On July 30, the Islamic State’s internal news agency claimed responsibility for the car attack that killed four foreign cyclists a day earlier on a rural road in Khatlon province in Tajikistan. On July 31, the Tajik Interior Ministry released a statement blaming the attack on the Islamic Renaissance party of Tajikistan (IRPT), an opposition party banned in 2015 whose leaders have been arrested or forced to flee abroad.
A video purportedly showing the incident obtained by RFE/RL supports the conclusion that the attack was deliberate.
As Andrew E. Kramer and Rukmini Callimachi reported for the New York Times, the Islamic State’s bulletin claiming the attack described those involved as “soldiers of the Islamic State.” It also said that the attack was “in response to calls to target citizens of Coalition countries.”
Kramer and Callimachi go on to explain:
That wording is a reference to a 2014 speech by the terrorist group’s former spokesman, in which he called on the group’s followers carry out attacks in their countries in any way they could, including by using cars to crush pedestrians. The choice of language indicates that the militants view the attackers in Tajikistan as having been inspired by propaganda, and that they were not directly deployed by the terrorist organization.
Central Asians have been involved in several attacks in recent years in Western countries using vehicles.
In April 2017, Rakhmat Akilov, an Uzbek citizen, drove a beer delivery truck into a crowd in Stockholm, Sweden, killing five people. Later investigations revealed that Akilov had been in contact with alleged Islamic State militants from Tajikistan before, during, and after the attack. Akilov pled guilty and was sentenced to life in prison in June 2018.
In October 2017, Sayfullo Saipov, an ethnic Uzbek who had been a permanent U.S. resident since 2010, drove a truck into a bike path in lower Manhattan, killing eight people. Saipov said he was inspired by Islamic State videos and reportedly plans to plead guilty to the various murder and terrorism charges to avoid the death penalty in a trial scheduled for October 2019.

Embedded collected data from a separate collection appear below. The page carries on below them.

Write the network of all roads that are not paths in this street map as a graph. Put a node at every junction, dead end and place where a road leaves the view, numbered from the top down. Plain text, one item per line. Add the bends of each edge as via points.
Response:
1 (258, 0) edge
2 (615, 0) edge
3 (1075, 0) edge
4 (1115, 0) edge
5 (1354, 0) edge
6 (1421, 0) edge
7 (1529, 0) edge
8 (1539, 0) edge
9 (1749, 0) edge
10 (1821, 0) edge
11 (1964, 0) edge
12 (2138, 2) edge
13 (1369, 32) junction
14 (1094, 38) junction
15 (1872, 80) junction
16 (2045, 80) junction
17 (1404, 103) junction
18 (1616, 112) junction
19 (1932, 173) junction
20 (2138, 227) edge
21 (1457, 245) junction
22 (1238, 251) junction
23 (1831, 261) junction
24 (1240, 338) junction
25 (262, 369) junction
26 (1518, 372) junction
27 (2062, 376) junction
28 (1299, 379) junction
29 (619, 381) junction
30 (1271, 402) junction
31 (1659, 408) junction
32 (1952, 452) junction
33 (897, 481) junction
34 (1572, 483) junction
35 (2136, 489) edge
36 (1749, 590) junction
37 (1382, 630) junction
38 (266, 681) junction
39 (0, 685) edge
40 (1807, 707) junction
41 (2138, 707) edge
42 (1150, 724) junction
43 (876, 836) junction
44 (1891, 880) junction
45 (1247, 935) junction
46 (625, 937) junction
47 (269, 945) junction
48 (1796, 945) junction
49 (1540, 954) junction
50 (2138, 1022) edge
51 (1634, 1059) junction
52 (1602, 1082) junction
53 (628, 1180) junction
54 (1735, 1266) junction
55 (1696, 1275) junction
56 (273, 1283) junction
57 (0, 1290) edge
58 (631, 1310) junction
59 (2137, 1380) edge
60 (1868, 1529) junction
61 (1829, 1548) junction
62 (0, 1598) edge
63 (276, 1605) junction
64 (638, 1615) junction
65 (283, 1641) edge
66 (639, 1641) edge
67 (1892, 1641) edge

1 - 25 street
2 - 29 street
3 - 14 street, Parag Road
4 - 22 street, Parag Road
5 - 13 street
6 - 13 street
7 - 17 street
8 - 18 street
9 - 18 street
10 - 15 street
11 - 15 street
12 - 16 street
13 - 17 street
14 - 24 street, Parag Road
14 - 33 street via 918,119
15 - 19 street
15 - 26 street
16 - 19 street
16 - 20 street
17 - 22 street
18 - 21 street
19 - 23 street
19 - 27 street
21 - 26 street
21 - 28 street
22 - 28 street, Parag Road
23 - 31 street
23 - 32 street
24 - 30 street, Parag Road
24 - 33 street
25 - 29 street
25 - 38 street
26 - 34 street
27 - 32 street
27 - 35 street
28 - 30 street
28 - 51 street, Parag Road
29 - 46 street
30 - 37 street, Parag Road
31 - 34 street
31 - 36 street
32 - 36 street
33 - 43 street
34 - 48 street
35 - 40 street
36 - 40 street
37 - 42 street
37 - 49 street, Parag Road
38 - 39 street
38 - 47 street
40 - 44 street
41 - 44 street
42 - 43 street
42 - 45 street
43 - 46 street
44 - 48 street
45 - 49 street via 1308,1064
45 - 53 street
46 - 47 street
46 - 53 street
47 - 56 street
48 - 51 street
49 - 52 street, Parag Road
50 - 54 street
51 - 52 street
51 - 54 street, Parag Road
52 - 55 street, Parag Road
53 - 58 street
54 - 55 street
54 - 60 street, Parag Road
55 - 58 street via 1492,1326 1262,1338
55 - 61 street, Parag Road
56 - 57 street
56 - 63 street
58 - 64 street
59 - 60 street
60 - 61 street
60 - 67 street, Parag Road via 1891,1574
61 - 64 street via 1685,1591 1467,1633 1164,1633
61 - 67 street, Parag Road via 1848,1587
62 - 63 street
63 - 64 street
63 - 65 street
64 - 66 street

Considering simply the tactics — the car-ramming followed by an apparent stabbing — the attack fits into a pattern encouraged by Islamic State propaganda. It would, however, be the first attack of its kind inside Tajikistan. The Islamic State published a video showing the alleged perpetrators with a black flag, pledging allegiance to al-Baghdadi, fitting this attack even more into the same trend as the two attacks mentioned above: radicalization via the Internet and remote pledges of allegiance.
Meanwhile, the Tajik government is stressing a link to its main opposition, the IRPT. According to local media reports, the Tajik Interior Ministry said the attack was ordered by “IRPT activist Nosirkhouja Ubaidov, also known Qori Nosir.” The ministry also said that Husein Abdusamadov, leader of the ring that carried out the attack, had been detained and confessed to undergoing “ideological and military-commando training in Iran in 2014-2015.” Asia-Plus shared government photos of Abdusamadov with a black eye. The government says four others were killed while resisting arrest and three others detained on suspicion of involvement and financing.
Mahmudjon Faizrahmon, the IRPT’s spokesman, posted condolences from the party’s supreme council on June 30. The IRPT’s leader, Muhiddin Kabiri, told Reuters “we completely deny the illogical allegation by the Interior Ministry and condemn this terrorist act.” He also argued that the accusation “draws the attention away from the real criminals.”
The Tajik government has long warned about the terrorism risk inside the country, but regional analysts are more cautious given the government’s tendency to label political opponents terrorists, use torture to extract confessions, and repeated instances of failing to present evidence of crimes in court cases. These very tactics, both opposition politicians and human rights observers have said, may contribute to the very scourge of terrorism Tajikistan says it is combating.
The government’s accusing of the IRPT and Iran is reflexive, predictable, and, as yet, unsupported. On the other hand, the Islamic State state link appears to be firming up.